In Indiana, 33 percent of the state’s nearly 3.4 million working-age adults (25-64 years old) hold at least a two-year degree, according to 2008 Census data. This compares to a national average of around 38 percent.
A recent analysis by the Georgetown University Center on Education and the Workforce demonstrates how the demand for more college graduates is growing in Indiana.
According to the center’s analysis of occupation data and workforce trends, 55 percent of Indiana’s jobs will require postsecondary education by 2018. Between now and 2018, Indiana will need to fill about 930,000 vacancies resulting from job creation, worker retirements and other factors. Of these job vacancies, 506,000 will require postsecondary credentials, with just 424,000 expected to employ high school graduates or dropouts.
Expanding the opportunities for more students to take college-level coursework while in high school is a statewide effort that starts with every high school in Indiana being required by law to offer a minimum of two dual-credit courses.
Dual credit means students take college courses at their high school taught by either a high school or college instructor, while concurrent enrollment allows high school students to take college courses taught by college faculty on the college campus or online, according to Cynthia O’Dell, Ph.D., Indiana University Northwest Associate Executive Vice Chancellor for Academic Affairs.
“Early College is a broader umbrella for both dual credit and concurrent enrollment that allows us to offer a wider variety of opportunities when it comes to helping students prepare for college,” she explained. “All of this comes out of the national conversation of looking at education, and the recognition that we need to have more college-educated workers throughout the country, and here in Indiana.”
Geared toward high school juniors and seniors who are the most prepared to be successful at the college-level, dual credit courses not only help keep the cost of a college education down by decreasing the time to graduation, they have also been shown to increase the likelihood of degree completion.
“Dual credit courses help make the transition from high school to college more seamless,” Dr. O’Dell added. “They play an important and significant role in college readiness. As a result, we’re seeing continued growing interest from students and school systems. Every school district has different needs, and we work closely with all our partners.”
When it comes to preparing tomorrow’s business leaders for the challenges and opportunities of today’s marketplace and the emerging world economy, the IU Northwest Assessment Center gives students a unique opportunity to identify and develop the skills necessary for success in the workplace.
“Once you begin the interview process, you’re competing with hundreds of people for a job,” Jana Szostek, Assessment Center Director, said. “Employers are looking for someone who can communicate with coworkers, manage others and create solutions that are not always obvious. They need well-rounded individuals who can delegate responsibilities, resolve conflict and satisfy client needs.”
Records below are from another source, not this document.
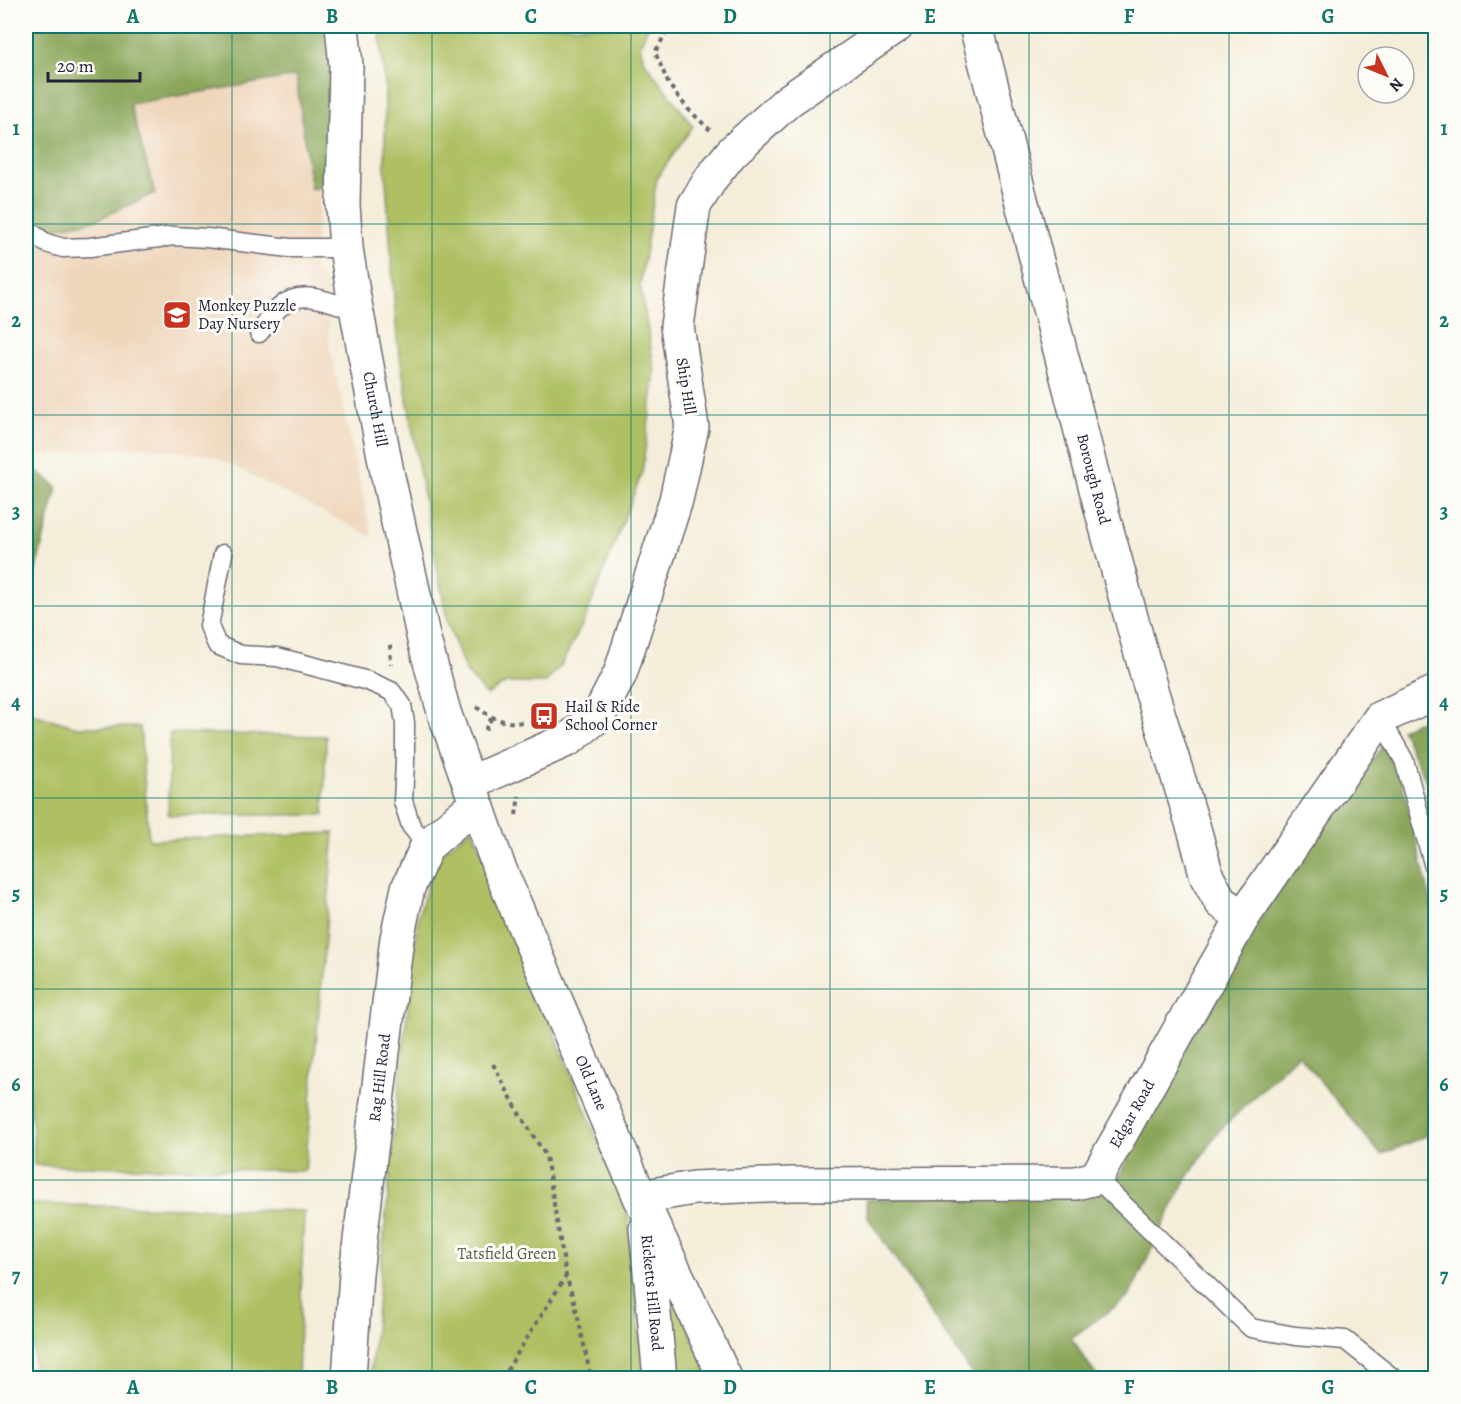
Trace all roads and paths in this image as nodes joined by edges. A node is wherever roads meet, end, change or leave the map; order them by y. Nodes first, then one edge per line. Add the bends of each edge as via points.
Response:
1 (342, 26) edge
2 (685, 26) edge
3 (897, 26) edge
4 (976, 26) edge
5 (732, 152) junction
6 (26, 230) edge
7 (346, 248) junction
8 (357, 311) junction
9 (259, 333) dead end
10 (224, 554) dead end
11 (1436, 692) edge
12 (470, 701) dead end
13 (1380, 718) junction
14 (529, 721) dead end
15 (474, 795) junction
16 (427, 846) junction
17 (1436, 874) edge
18 (1242, 917) junction
19 (493, 1064) dead end
20 (1096, 1178) junction
21 (642, 1202) junction
22 (566, 1276) junction
23 (349, 1378) edge
24 (502, 1378) edge
25 (591, 1378) edge
26 (660, 1378) edge
27 (725, 1378) edge
28 (1393, 1378) edge

1 - 7 street, Church Hill via 346,66
2 - 5 path via 666,33 655,52 669,85
3 - 5 street, Ship Hill via 788,101
4 - 18 street, Borough Road via 1152,693 1207,877 1221,902
5 - 15 street, Ship Hill via 694,207 677,326 692,427 676,500 620,674 599,715 569,739
6 - 7 lane via 63,248 174,236 290,249
7 - 8 street, Church Hill
8 - 9 lane via 315,297 297,297 281,306
8 - 15 street, Church Hill via 423,640
10 - 16 lane via 209,626 217,645 241,655 277,657 368,681 391,691 402,705 403,801 411,826
11 - 13 street
12 - 14 path via 495,719 511,723
13 - 17 lane via 1404,760
13 - 18 street, Edgar Road
15 - 16 street, Rag Hill Road via 465,813
15 - 21 street, Old Lane via 498,865
16 - 23 street, Rag Hill Road via 408,888 397,938 356,1273
18 - 20 street, Edgar Road
19 - 22 path via 546,1156
20 - 21 street via 1076,1183 770,1184 694,1188
20 - 28 lane via 1251,1328 1345,1340
21 - 26 street, Ricketts Hill Road
21 - 27 street, Old Lane
22 - 24 path
22 - 25 path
Through the Assessment Center, IU Northwest students have the benefit of receiving feedback on their strengths, as well as areas that require additional development, from local business people who serve as Assessment Center raters, not once but twice as part of the School of Business and Economics curriculum.
“We first see students who are just getting started in the program, freshman and sophomores,” Szostek, who first became interested in research while working with a business professor while earning her undergraduate degree in psychology at IU Northwest (she further studied Industrial-Organizational Psychology in graduate school and also earned a law degree while working as a training and development consultant), said. “With the feedback, students learn what skills they need to develop more fully to become better prepared for their studies and future employment. Then, they return to the Assessment Center in their senior year.”
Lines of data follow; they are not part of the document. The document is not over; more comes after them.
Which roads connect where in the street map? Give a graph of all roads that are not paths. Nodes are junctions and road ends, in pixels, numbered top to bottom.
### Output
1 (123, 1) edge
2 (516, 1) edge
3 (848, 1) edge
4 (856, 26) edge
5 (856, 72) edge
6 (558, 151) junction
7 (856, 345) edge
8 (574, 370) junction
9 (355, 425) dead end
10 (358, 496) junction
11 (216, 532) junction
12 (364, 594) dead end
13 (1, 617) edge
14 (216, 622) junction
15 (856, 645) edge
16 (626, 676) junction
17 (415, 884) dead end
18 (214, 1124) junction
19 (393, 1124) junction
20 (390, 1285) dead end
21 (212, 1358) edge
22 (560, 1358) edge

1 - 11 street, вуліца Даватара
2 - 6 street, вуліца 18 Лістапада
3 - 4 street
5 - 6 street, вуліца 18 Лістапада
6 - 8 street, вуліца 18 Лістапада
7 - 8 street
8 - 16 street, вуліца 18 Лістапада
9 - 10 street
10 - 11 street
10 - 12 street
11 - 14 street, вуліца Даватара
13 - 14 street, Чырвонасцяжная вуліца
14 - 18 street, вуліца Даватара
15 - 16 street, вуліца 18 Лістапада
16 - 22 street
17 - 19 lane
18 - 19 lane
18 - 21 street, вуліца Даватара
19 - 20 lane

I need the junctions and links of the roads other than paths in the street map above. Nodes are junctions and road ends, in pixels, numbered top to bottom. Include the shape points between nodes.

All total, 160 to170 students each semester take part in six different scenarios (four live role plays that are video-recorded and two computer-based) that put them in a variety of real-world business situations (the scenarios are confidential and the role-play actors are well-prepared).
To begin, they are seated in a boardroom and given roles to play in a group meeting. Then, they are whisked off to separate offices where they continue to get a feel for what it will be like to work in their chosen career. Finally, they head to the computer lab to finish the scenarios, enter their feedback and take a paper and pencil test.
While a recent group of business administration students found the experience a bit nerve-racking in the beginning, they quickly warmed up to the task.
“What a great experience,” freshman Alyssa Soto said. “I know I’m definitely in the right place. I liked it a lot.”
Sophomores Alex Dedelow and Amanda Akinczyk agreed it was a great way to get a feel for what it’s like to deal with different issues in the business world.
“There are really no right or wrong ways to respond,” Szostek explained. “It’s all about how they deal with the issues, the processes they use. There are definitely a lot of little nuances and subtleties built into each scenario. We’ve been tweaking them over the last four to five years with feedback from our business raters.”
“It’s a great opportunity for the students to get some feedback from people in the local business community,” Dave Wilkinson, president of Strack & Van Til, an IU Northwest MBA alumnus who has been an Assessment Center rater since the first group of undergraduate students got started in 2006, said. “Now that everything is Internet-based, it’s really much easier for the raters. You watch the video and provide feedback right there on the website. IU Northwest offers employers quite a few networking opportunities, but this is a particularly good opener to go in and talk with students about how they have progressed over the years.”
“They do an excellent job with the scenarios which give the students an opportunity to get some experience handling a variety of day-to-day business issues,” Terry Quinn, senior vice president and chief wealth management officer of Peoples Bank who has been a rater for almost four years, said. “As far as I know it’s a unique program, and one of many different tools we take advantage of in recruiting. IU Northwest is very proactive in making these opportunities available for its students.”